● **YOUR OBJECTIVE**:
If a line in the data below contains the word "koʻchasi", copy it out.

● **MATERIALS PROVIDED**:
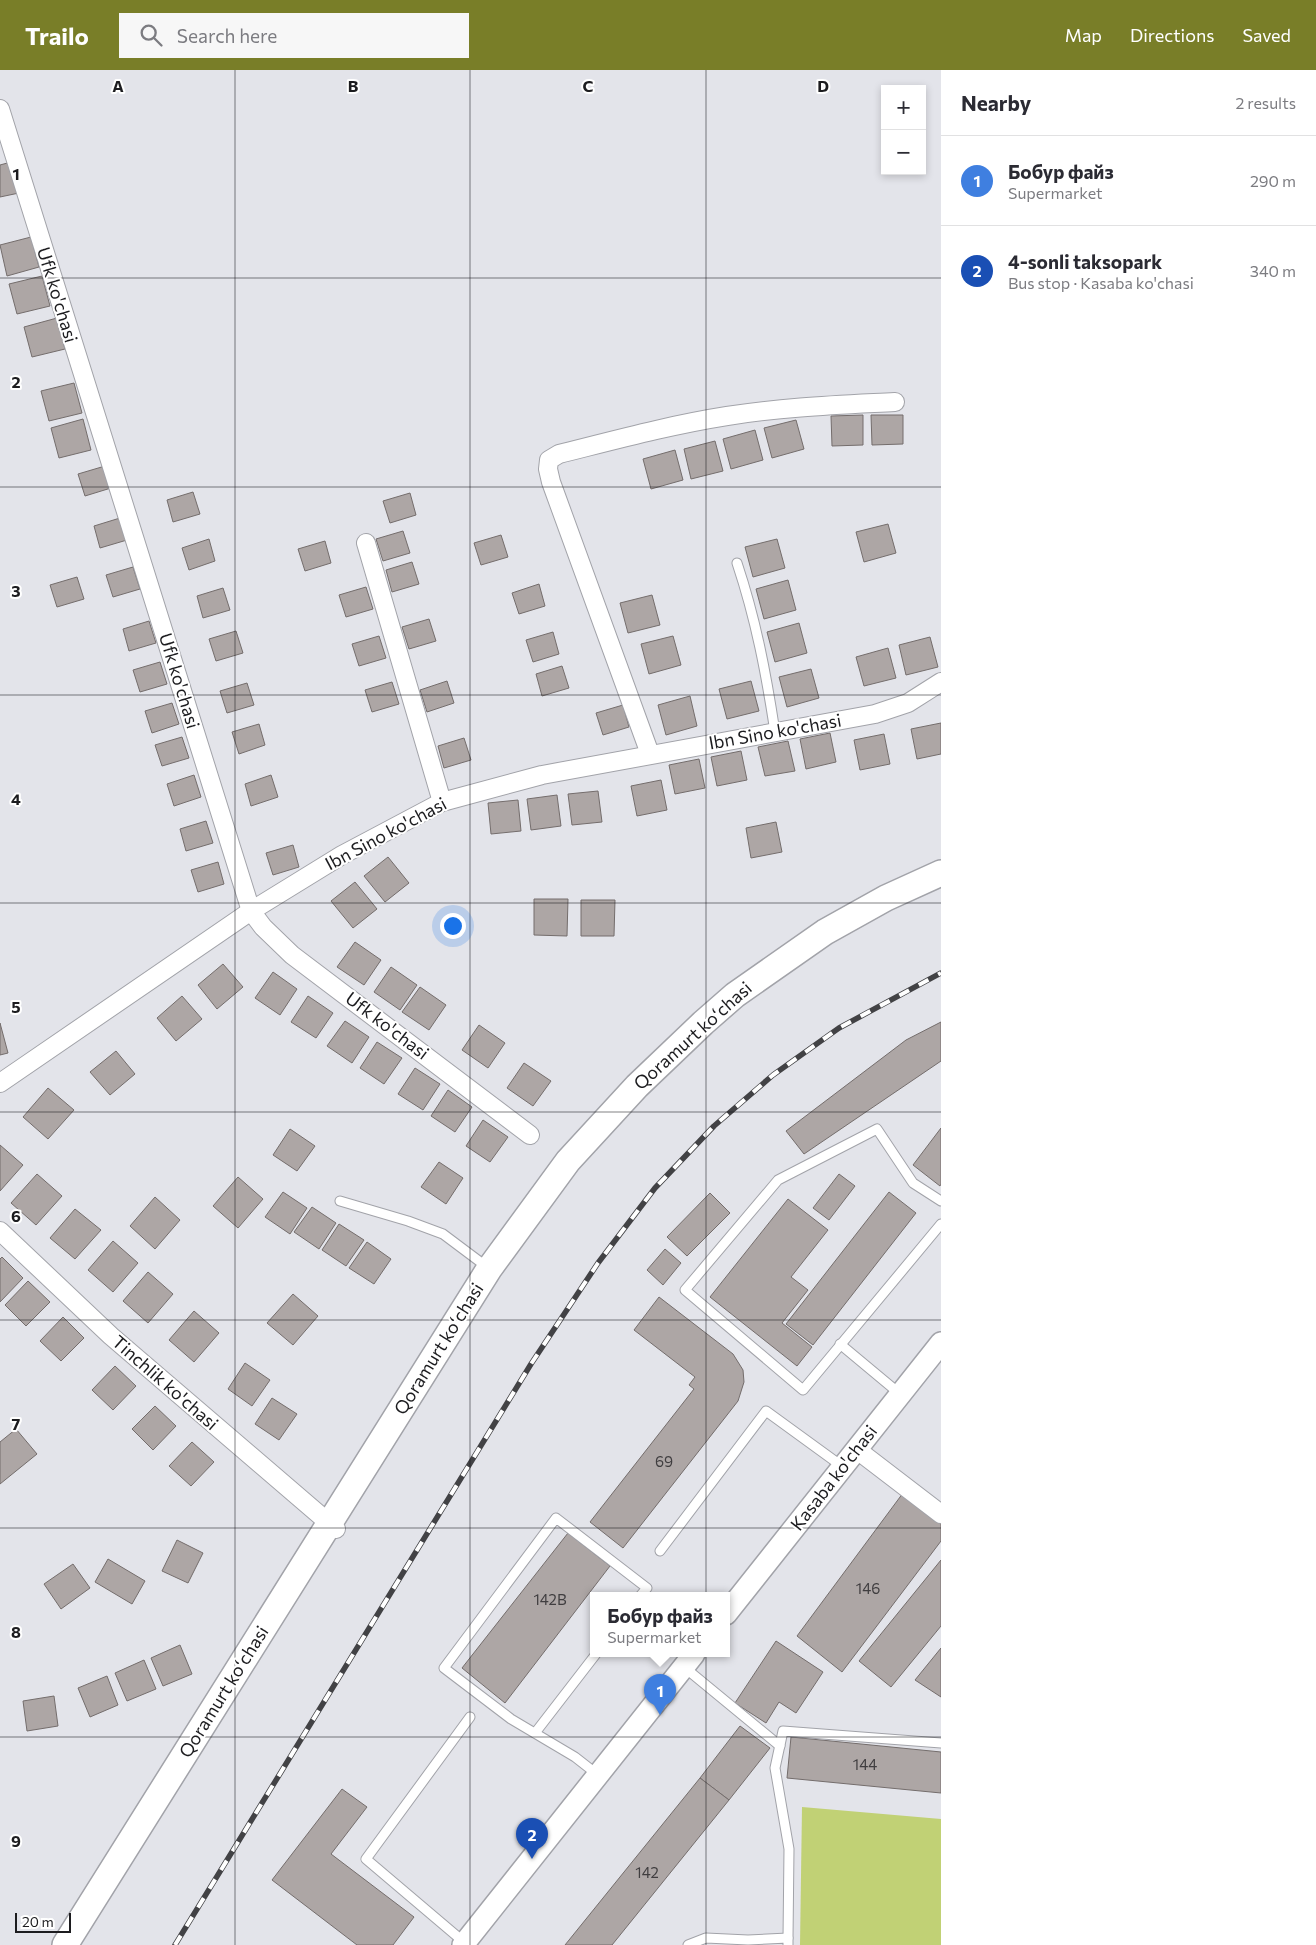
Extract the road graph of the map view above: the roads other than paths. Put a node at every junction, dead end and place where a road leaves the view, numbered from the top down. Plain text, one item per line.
1 (0, 109) edge
2 (895, 402) dead end
3 (366, 542) dead end
4 (737, 563) dead end
5 (941, 682) edge
6 (776, 732) junction
7 (650, 754) junction
8 (442, 802) junction
9 (941, 872) edge
10 (941, 883) edge
11 (251, 911) junction
12 (0, 1084) edge
13 (530, 1135) dead end
14 (340, 1201) dead end
15 (941, 1201) edge
16 (940, 1228) edge
17 (0, 1231) edge
18 (489, 1269) junction
19 (941, 1343) edge
20 (840, 1344) junction
21 (900, 1394) junction
22 (856, 1450) junction
23 (843, 1467) junction
24 (941, 1514) edge
25 (333, 1526) junction
26 (660, 1551) dead end
27 (643, 1592) edge
28 (730, 1609) edge
29 (594, 1657) edge
30 (689, 1660) edge
31 (470, 1717) dead end
32 (535, 1733) junction
33 (941, 1743) edge
34 (780, 1746) junction
35 (598, 1775) junction
36 (788, 1942) edge
37 (464, 1944) edge
38 (65, 1945) edge
39 (77, 1945) edge
40 (688, 1945) edge

1 - 11 street, Ufk ko'chasi
2 - 7 street
3 - 8 street
4 - 6 lane
5 - 6 street, Ibn Sino ko'chasi
6 - 7 street, Ibn Sino ko'chasi
7 - 8 street, Ibn Sino ko'chasi
8 - 11 street, Ibn Sino ko'chasi
9 - 18 main road, Qoramurt koʻchasi
10 - 25 main road, Qoramurt koʻchasi
11 - 12 street, Ibn Sino ko'chasi
11 - 13 street, Ufk ko'chasi
14 - 18 lane
15 - 20 lane
16 - 20 lane
17 - 25 street, Tinchlik ko'chasi
18 - 25 main road, Qoramurt koʻchasi
19 - 21 street, Kasaba ko'chasi
20 - 21 lane
21 - 22 street, Kasaba ko'chasi
22 - 23 street, Kasaba ko'chasi
22 - 24 street
23 - 26 lane
23 - 28 street, Kasaba ko'chasi
25 - 38 main road, Qoramurt koʻchasi
25 - 39 main road, Qoramurt koʻchasi
27 - 32 lane
29 - 32 lane
30 - 34 lane
30 - 35 street
31 - 37 lane
32 - 35 lane
33 - 34 lane
34 - 36 lane
35 - 37 street
36 - 40 lane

● **PROBLEM SOLUTION**:
9 - 18 main road, Qoramurt koʻchasi
10 - 25 main road, Qoramurt koʻchasi
18 - 25 main road, Qoramurt koʻchasi
25 - 38 main road, Qoramurt koʻchasi
25 - 39 main road, Qoramurt koʻchasi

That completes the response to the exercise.